On 12/29/2011 1:45 AM, Jim Brown wrote:
> On 12/28/2011 6:18 PM, Jim Lux wrote:
>> For a given voltage at the feedpoint, the current in the tree will be
>> 1/30,000th that in wire. The power dissipated is that squared.. or, in
>> other words, negligible.
>> This is a fascinating observation...
> Indeed it is.
>> IN other places, we've discovered that trees are like soil (similar
>> conductivity and epsilon), and we know that laying an antenna on the
>> ground doesn't work all that well. However, that's the difference
>> between half of the space being occupied by the lossy medium and just a
>> tree's worth.
I often wonder if there is much difference in tree types up here in the
I notice no difference between summer and winter as far as 160 and 75,
but the bands change so much any thing I see is purely anecdotal.
I do know that on 144 and 440 it makes a huge difference between winter
and when the trees are green in the warmer weather. My old tribander
worked very well at 100 feet which was well over the trees and much
higher than optimum. Did it work well because it was high, or because
it was above the trees. You can't just raise and lower the antenna as
the radiation angle changes. You'd need another ham with a fixed antenna
a couple miles away, a good attenuator, and a calibrated S meter. OTOH
I'd think that even at a couple miles ground reflections might play a
part whether shooting through the trees or over them.
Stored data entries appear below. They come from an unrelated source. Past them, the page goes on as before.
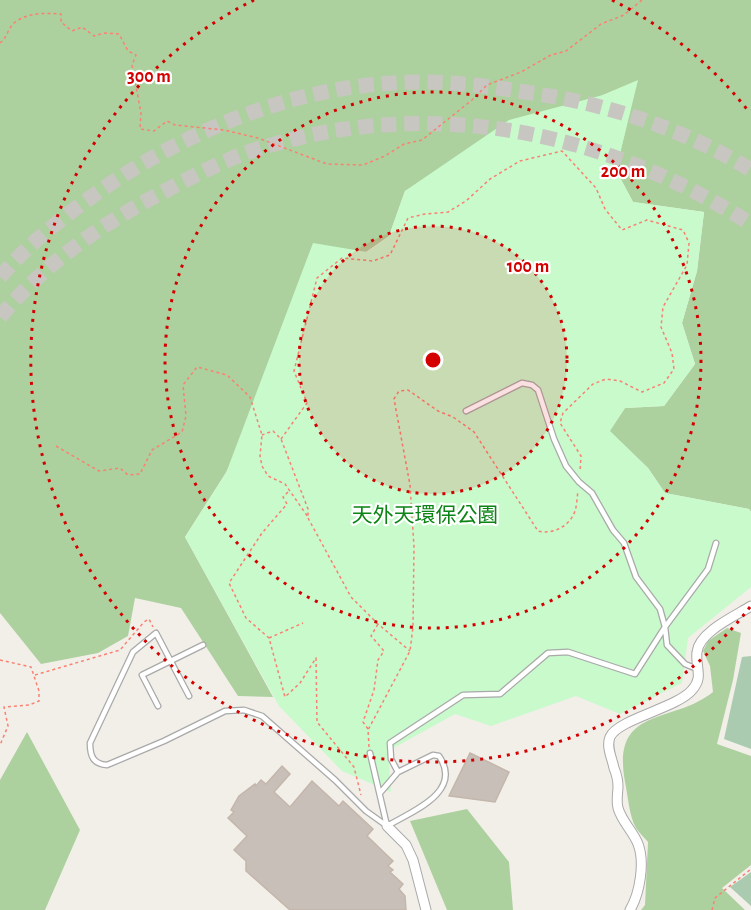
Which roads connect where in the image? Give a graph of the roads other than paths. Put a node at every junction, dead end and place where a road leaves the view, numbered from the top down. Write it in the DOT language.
graph roads {
  1 [pos="466,411"];
  2 [pos="716,543"];
  3 [pos="751,606"];
  4 [pos="665,627"];
  5 [pos="203,645"];
  6 [pos="171,661"];
  7 [pos="700,670"];
  8 [pos="189,696"];
  9 [pos="158,706"];
  10 [pos="370,753"];
  11 [pos="398,772"];
  12 [pos="380,793"];
  13 [pos="387,826"];
  14 [pos="426,910"];
  15 [pos="630,910"];
  1 -- 4 [label="lane"];
  2 -- 4 [label="lane"];
  3 -- 7 [label="street"];
  4 -- 7 [label="lane"];
  4 -- 11 [label="lane"];
  5 -- 6 [label="lane"];
  6 -- 8 [label="lane"];
  6 -- 9 [label="lane"];
  6 -- 13 [label="lane"];
  7 -- 15 [label="street"];
  10 -- 12 [label="lane"];
  11 -- 12 [label="lane"];
  11 -- 13 [label="lane"];
  12 -- 13 [label="lane"];
  13 -- 14 [label="street"];
}
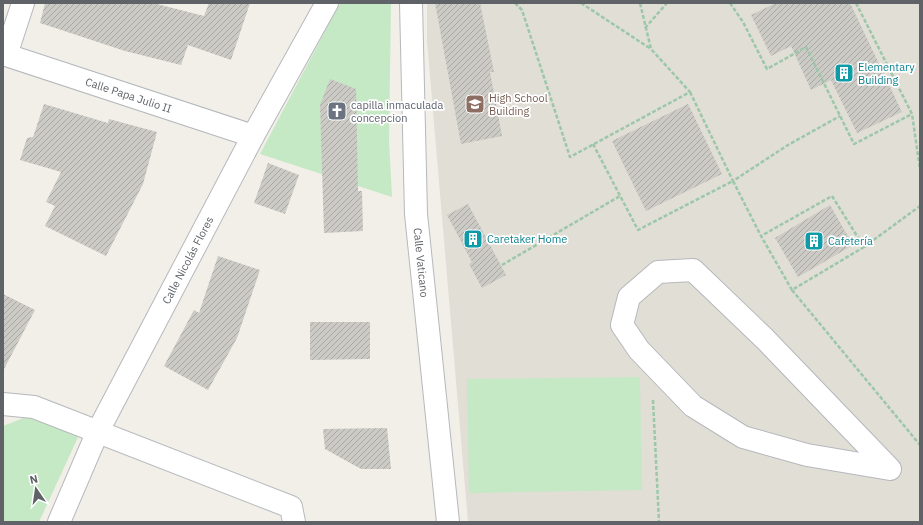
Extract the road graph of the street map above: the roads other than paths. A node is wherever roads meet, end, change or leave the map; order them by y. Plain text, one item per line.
1 (23, 3) edge
2 (327, 3) edge
3 (411, 3) edge
4 (5, 54) edge
5 (253, 136) junction
6 (3, 404) edge
7 (98, 431) junction
8 (890, 469) joint
9 (59, 522) edge
10 (294, 522) edge
11 (448, 522) edge

1 - 4 street
2 - 5 street, Calle Nicolás Flores
3 - 11 street, Calle Vaticano
4 - 5 street, Calle Papa Julio II
5 - 7 street, Calle Nicolás Flores
6 - 7 street
7 - 9 street, Calle Nicolás Flores
7 - 10 street
8 - 8 street

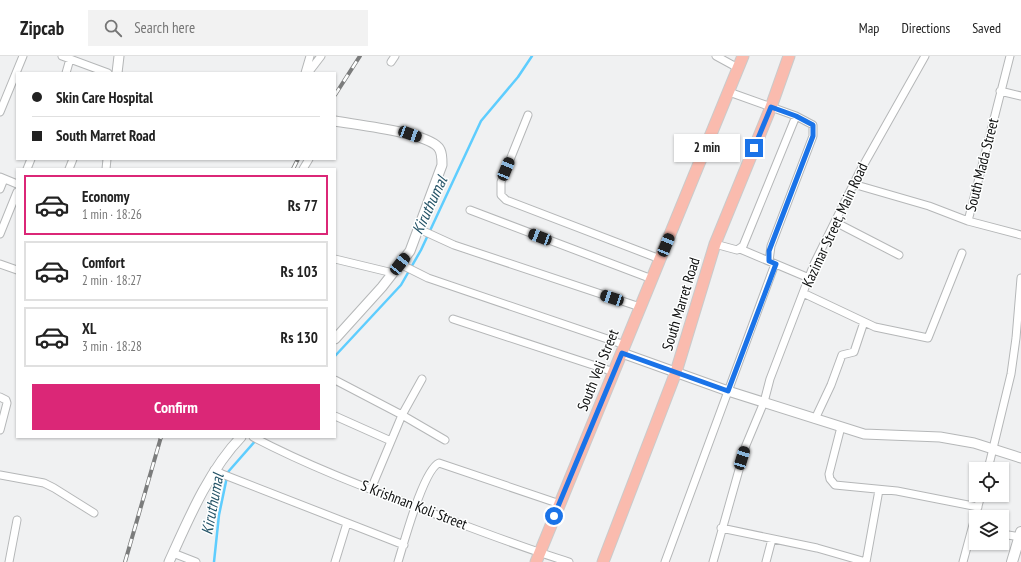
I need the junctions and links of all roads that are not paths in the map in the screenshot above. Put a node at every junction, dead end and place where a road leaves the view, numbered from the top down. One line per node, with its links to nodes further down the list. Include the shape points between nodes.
1 (23, 56): 13 (street)
2 (62, 56): 11 (street)
3 (119, 56): 16 (street)
4 (310, 56): 17 (street)
5 (321, 56): 18 (street)
6 (716, 56): 12 (street)
7 (743, 56): 12 (main road, South Veli Street)
8 (789, 56): 23 (main road, South Marret Road)
9 (925, 56): 30 (street, Kazimar Street, Main Road)
10 (1010, 56): 20 (street, South Mada Street)
11 (70, 59): 14 (street); 15 (street)
12 (738, 68): 21 (main road, South Veli Street)
13 (16, 72)
14 (66, 72)
15 (103, 72)
16 (117, 72)
17 (307, 72)
18 (308, 72)
19 (16, 73): 24 (street)
20 (1000, 91): 22 (street); 34 (street, South Mada Street)
21 (728, 92): 23 (street); 44 (main road, South Veli Street)
22 (1021, 96)
23 (771, 107): 26 (street); 39 (main road, South Marret Road)
24 (0, 112)
25 (528, 115): 44 (street, via 501,182 501,195 506,200)
26 (796, 116): 40 (street, via 745,243); 45 (street, via 813,125 813,136 771,246)
27 (336, 122): 36 (street, via 410,134 438,147 442,155 442,165)
28 (2, 178): 29 (street); 31 (street)
29 (16, 184)
30 (853, 184): 34 (street, via 929,206); 35 (street, Kazimar Street, Main Road)
31 (0, 189)
32 (16, 194): 37 (street)
33 (470, 210): 52 (street)
34 (968, 221): 38 (street, South Mada Street)
35 (835, 222): 42 (street); 50 (street, Kazimar Street, Main Road)
36 (422, 230): 47 (street); 54 (street, via 454,245)
37 (0, 234)
38 (1021, 235)
39 (715, 244): 40 (street, via 732,250); 62 (main road, South Marret Road)
40 (740, 249): 45 (street)
41 (962, 254): 56 (street, via 928,338 875,327)
42 (899, 255)
43 (336, 259): 49 (street)
44 (660, 259): 52 (main road, South Veli Street)
45 (772, 262): 50 (street); 65 (street)
46 (0, 264): 48 (street)
47 (403, 265): 49 (street); 60 (street)
48 (16, 270)
49 (393, 273): 58 (street)
50 (809, 278): 53 (street, Kazimar Street, Main Road)
51 (1021, 278): 59 (street)
52 (652, 279): 54 (main road, South Veli Street)
53 (803, 293): 56 (street); 67 (street, Kazimar Street, Main Road, via 770,379)
54 (640, 308): 60 (main road, South Veli Street)
55 (453, 319): 61 (street)
56 (864, 322): 70 (street, via 854,352 842,355)
57 (1021, 326): 59 (street)
58 (336, 338)
59 (1016, 338): 77 (street, via 1011,374)
60 (623, 349): 61 (main road, South Veli Street); 62 (street)
61 (614, 372): 85 (main road, South Veli Street)
62 (676, 372): 65 (street); 105 (main road, South Marret Road)
63 (422, 379): 68 (street)
64 (336, 381): 68 (street)
65 (728, 391): 67 (street); 106 (street)
66 (0, 397): 72 (street, via 7,403)
67 (764, 402): 70 (street); 92 (street, Kazimar Street, Main Road, via 746,445)
68 (402, 415): 75 (street); 76 (street)
69 (336, 416): 76 (street)
70 (815, 419): 71 (street)
71 (841, 427): 77 (street, via 864,434 940,437); 83 (street, via 829,474 832,483)
72 (0, 430)
73 (240, 438): 80 (street, via 225,454)
74 (255, 438): 82 (street, S Krishnan Koli Street)
75 (445, 440)
76 (391, 441): 82 (street)
77 (993, 448): 78 (street); 79 (street)
78 (1021, 458)
79 (990, 462)
80 (218, 472): 91 (street); 98 (street)
81 (0, 475): 89 (street, via 44,483)
82 (371, 489): 86 (street, S Krishnan Koli Street)
83 (879, 490): 87 (street, via 897,491); 109 (street)
84 (979, 502): 87 (street)
85 (560, 504): 86 (street, via 439,463 431,469); 99 (main road, South Veli Street)
86 (415, 506): 97 (street); 99 (street, S Krishnan Koli Street)
87 (978, 507): 88 (street)
88 (977, 510)
89 (94, 513)
90 (17, 520): 100 (street)
91 (347, 523): 97 (street); 102 (street)
92 (721, 528): 95 (street); 107 (street, Kazimar Street, Main Road)
93 (1009, 534): 94 (street)
94 (1020, 534): 111 (main road)
95 (772, 539): 108 (street); 109 (street)
96 (969, 543): 110 (street)
97 (404, 544): 103 (street)
98 (171, 558): 101 (street)
99 (538, 558): 104 (street, S Krishnan Koli Street)
100 (9, 562)
101 (196, 562)
102 (335, 562)
103 (398, 562)
104 (569, 562)
105 (603, 562)
106 (665, 562)
107 (713, 562)
108 (766, 562)
109 (866, 562)
110 (963, 562)
111 (1012, 562)

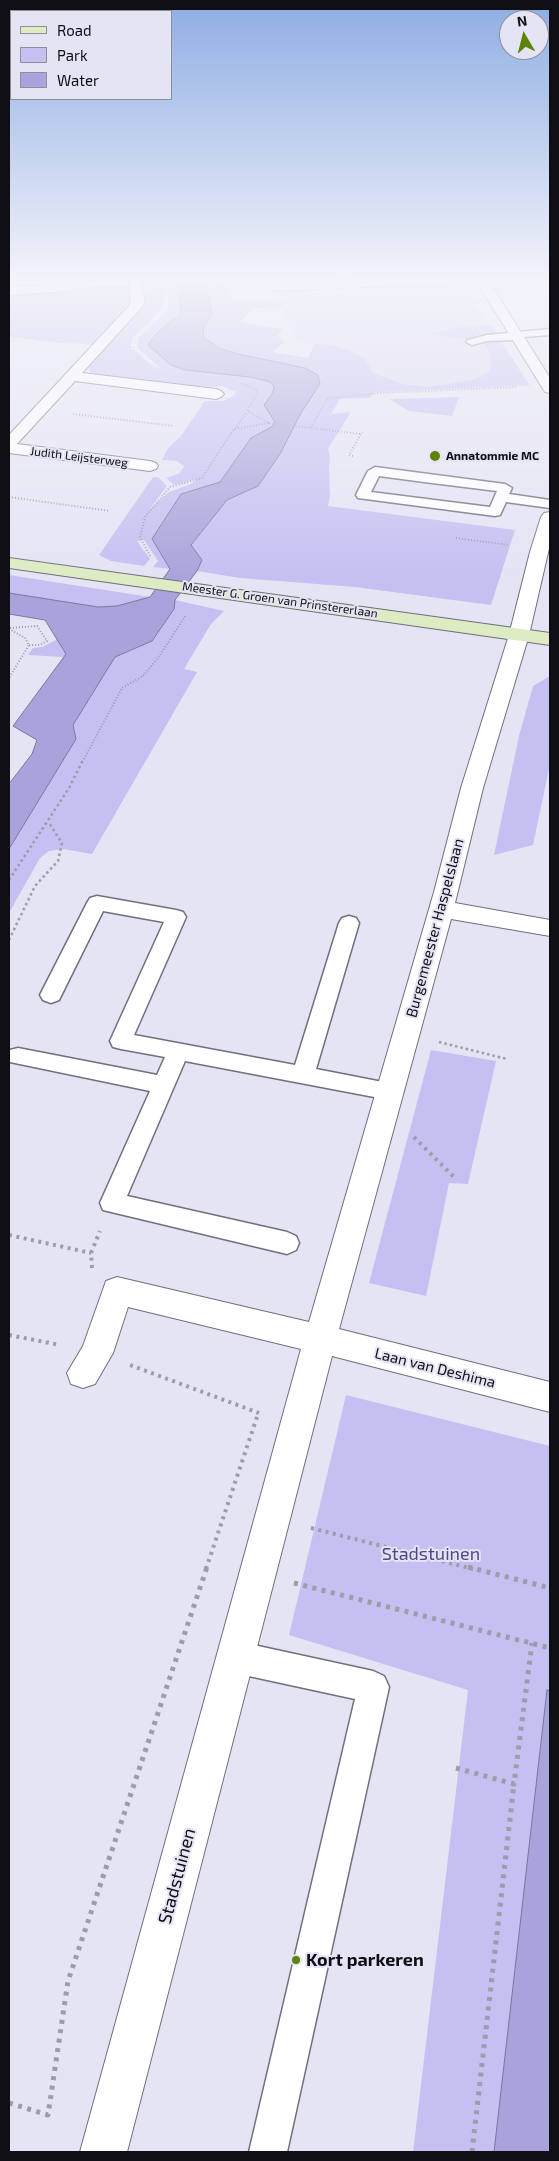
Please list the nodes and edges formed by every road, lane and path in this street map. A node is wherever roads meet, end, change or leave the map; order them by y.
1 (70, 378) edge
2 (87, 378) edge
3 (549, 387) edge
4 (216, 394) dead end
5 (40, 410) junction
6 (247, 412) dead end
7 (268, 423) dead end
8 (174, 426) dead end
9 (310, 428) junction
10 (234, 429) dead end
11 (360, 434) dead end
12 (9, 444) edge
13 (9, 448) edge
14 (150, 466) dead end
15 (503, 492) junction
16 (550, 494) edge
17 (9, 497) edge
18 (550, 504) edge
19 (110, 511) dead end
20 (550, 517) edge
21 (456, 538) dead end
22 (540, 549) junction
23 (9, 563) edge
24 (196, 588) junction
25 (9, 628) edge
26 (519, 635) junction
27 (550, 639) edge
28 (29, 645) junction
29 (9, 678) edge
30 (48, 822) junction
31 (9, 880) edge
32 (441, 909) junction
33 (349, 923) dead end
34 (550, 928) edge
35 (9, 940) edge
36 (51, 995) dead end
37 (407, 1034) junction
38 (178, 1052) junction
39 (18, 1056) dead end
40 (507, 1059) dead end
41 (303, 1075) junction
42 (163, 1085) junction
43 (388, 1099) junction
44 (455, 1178) dead end
45 (9, 1235) edge
46 (287, 1243) dead end
47 (91, 1254) dead end
48 (9, 1334) edge
49 (320, 1339) junction
50 (90, 1363) junction
51 (550, 1397) edge
52 (272, 1518) junction
53 (258, 1574) junction
54 (550, 1588) edge
55 (532, 1643) junction
56 (550, 1648) edge
57 (235, 1657) junction
58 (456, 1768) dead end
59 (514, 1784) junction
60 (9, 2103) edge
61 (103, 2152) edge
62 (268, 2152) edge
63 (472, 2152) edge

1 - 5 street, Judith Leijsterweg
2 - 4 street
3 - 9 path
5 - 8 path
5 - 12 street, Judith Leijsterweg
6 - 10 path
7 - 9 path
9 - 11 path
13 - 14 street, Judith Leijsterweg
15 - 15 lane
15 - 16 lane
15 - 18 lane
17 - 19 path
20 - 22 street, Burgemeester Haspelslaan
21 - 22 path
22 - 26 street, Burgemeester Haspelslaan
23 - 24 street, Meester G. Groen van Prinstererlaan
24 - 26 street, Meester G. Groen van Prinstererlaan
24 - 30 path
25 - 28 path
25 - 28 path
26 - 27 street, Meester G. Groen van Prinstererlaan
26 - 32 street, Burgemeester Haspelslaan
28 - 29 path
30 - 31 path
30 - 35 path
32 - 34 street
32 - 37 street, Burgemeester Haspelslaan
33 - 41 lane
36 - 38 lane
37 - 40 path
37 - 43 street, Burgemeester Haspelslaan
38 - 41 lane
38 - 42 lane
39 - 42 lane
41 - 43 lane
42 - 46 lane
43 - 44 path
43 - 49 street, Burgemeester Haspelslaan
45 - 47 path
48 - 50 path
49 - 50 street, Laan van Deshima
49 - 51 street, Laan van Deshima
49 - 52 street, Stadstuinen
50 - 60 path
52 - 53 street, Stadstuinen
52 - 54 path
53 - 55 path
53 - 57 street, Stadstuinen
55 - 56 path
55 - 59 path
57 - 61 street, Stadstuinen
57 - 62 lane
58 - 59 path
59 - 63 path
> When thinking about attenuation in a forest, it should be remembered
> we're talking about a DENSE forest, a lot of big trees relatively close
> together, and some of those studies you've cited are talking about
> jungles. This is very different from hanging a wire in/near a single
> tree or a few trees. A very dense forest like mine, or the pine forests
> of the American South East, are somewhat analogous to the lossy soil.
>> To compare.. if I put two 8 foot rods into the soil 10 meters apart,
I was nearly electrocuted doing that. The two ground rods were safeties
for a 40 meter vertical about 50 to 75 feet West of the house at
Breckenridge. Due to an over generous solder joint on a Yaesu FT101B the
110VAC was tied to the chassis. The ground just outside was not enough
to pop the breaker. Some of the radials which were just pulled tight
and stuck in the ground had come up. I picked up one (the other end
hooked to an 8' ground rod and the coax shield). When I knelt down and
my knees touched the wet ground that wire grabbed me. I was balanced on
the balls of my feet and fortunately fell over backwards. When my knees
broke contact with the ground I threw that radial. BTW the electrical
service and ground was just half way between the station and the antenna.
> When I've measured resistance between two rods a few yards apart in the
> loamy soil of my redwood forest, the lowest DC R I've seen is on the
> order of 30 ohms. This is with a Simpson 260.
That's about what I saw out on the farm as well.
> Thanks for a VERY interesting post, and the digging that's behind it.
> I'll be chewing on it for a while, and I suspect others will too!